Les exportations de l’Afrique de l’Est ont connu une progression remarquable en 2025, enregistrant une hausse de 14,5 % par rapport à l’année précédente. Cette performance est principalement attribuée à la forte demande pour les minerais, l’or et le café, selon le dernier rapport sous-régional de la Commission économique des Nations unies pour l’Afrique (CEA).

Cette dynamique a permis à plusieurs économies de la région de renforcer leurs recettes d’exportation et d’améliorer leur balance commerciale, malgré une augmentation continue des importations.

Le Burundi se distingue comme le pays ayant enregistré la plus forte croissance des exportations, avec un bond de 89,6 % en un an. Cette performance s’explique essentiellement par l’essor des exportations de minerais, dont les volumes ont quasiment doublé.

Les Comores affichent également une progression notable de 61,5 %, soutenue par les ventes de clous de girofle, qui représentent près de 70 % des exportations de marchandises du pays. Les exportations d’ylang-ylang, utilisé dans l’industrie de la parfumerie, ainsi que de vanille, ont également contribué à cette hausse.

L’Ethiopie et l’Ouganda figurent parmi les autres grands bénéficiaires de cette embellie commerciale. Les exportations éthiopiennes ont augmenté de 38,6 %, tandis que celles de l’Ouganda ont progressé de 55,5 %, portées notamment par les performances des filières aurifères et caféières.

Selon la CEA, la flambée des prix mondiaux du café a largement stimulé les revenus tirés des exportations dans un contexte marqué par les incertitudes économiques et géopolitiques.
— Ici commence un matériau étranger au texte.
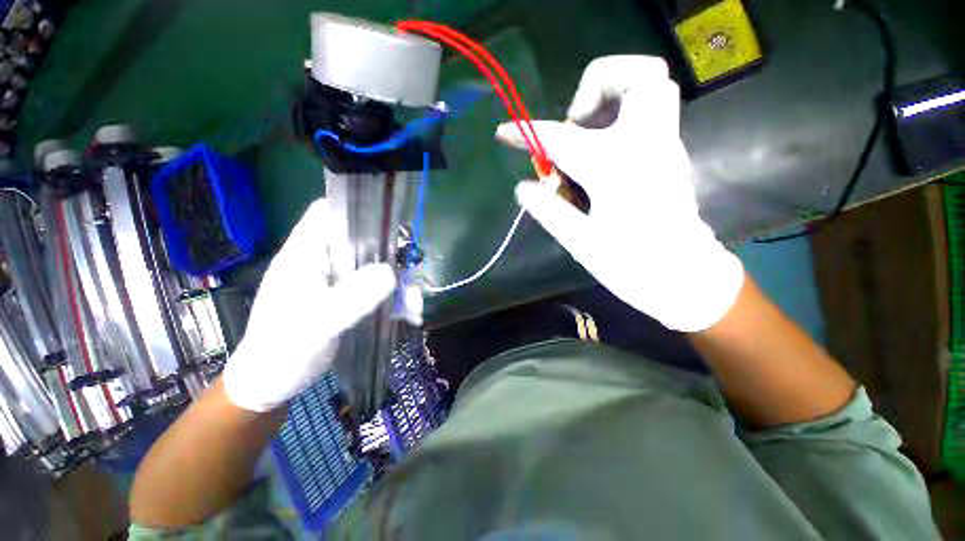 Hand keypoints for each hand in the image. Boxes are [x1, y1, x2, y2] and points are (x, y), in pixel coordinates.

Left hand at [223, 199, 395, 411]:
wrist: (272, 384)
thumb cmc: (281, 351)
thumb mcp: (315, 325)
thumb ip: (351, 298)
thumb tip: (390, 273)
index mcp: (304, 256)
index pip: (327, 214)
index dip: (357, 212)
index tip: (390, 225)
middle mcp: (323, 263)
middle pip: (362, 242)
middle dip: (391, 256)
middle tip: (411, 273)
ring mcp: (337, 282)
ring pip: (376, 268)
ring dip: (400, 284)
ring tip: (414, 306)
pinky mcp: (349, 299)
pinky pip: (379, 290)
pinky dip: (397, 300)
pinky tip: (409, 316)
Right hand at [497, 55, 742, 331]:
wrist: (684, 278)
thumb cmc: (631, 265)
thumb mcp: (579, 241)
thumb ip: (547, 209)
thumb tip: (522, 187)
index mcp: (615, 168)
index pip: (560, 139)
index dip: (526, 133)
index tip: (504, 132)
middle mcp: (646, 144)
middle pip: (638, 74)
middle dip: (597, 85)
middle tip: (575, 124)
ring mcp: (665, 146)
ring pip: (652, 86)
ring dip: (614, 97)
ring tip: (587, 137)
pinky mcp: (672, 155)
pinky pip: (651, 114)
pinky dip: (623, 119)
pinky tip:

Le secteur de l’or a lui aussi profité de cours élevés, favorisant une hausse des exportations dans plusieurs pays, dont le Burundi, l’Ethiopie, l’Erythrée, l’Ouganda et la Tanzanie.

Le rapport souligne enfin la place grandissante des ressources minières dans le commerce extérieur de la région. Les minerais représentent désormais près de 53 % des exportations de l’Afrique de l’Est, contre environ 20 % en 2009, illustrant la transformation progressive du profil exportateur de cette partie du continent.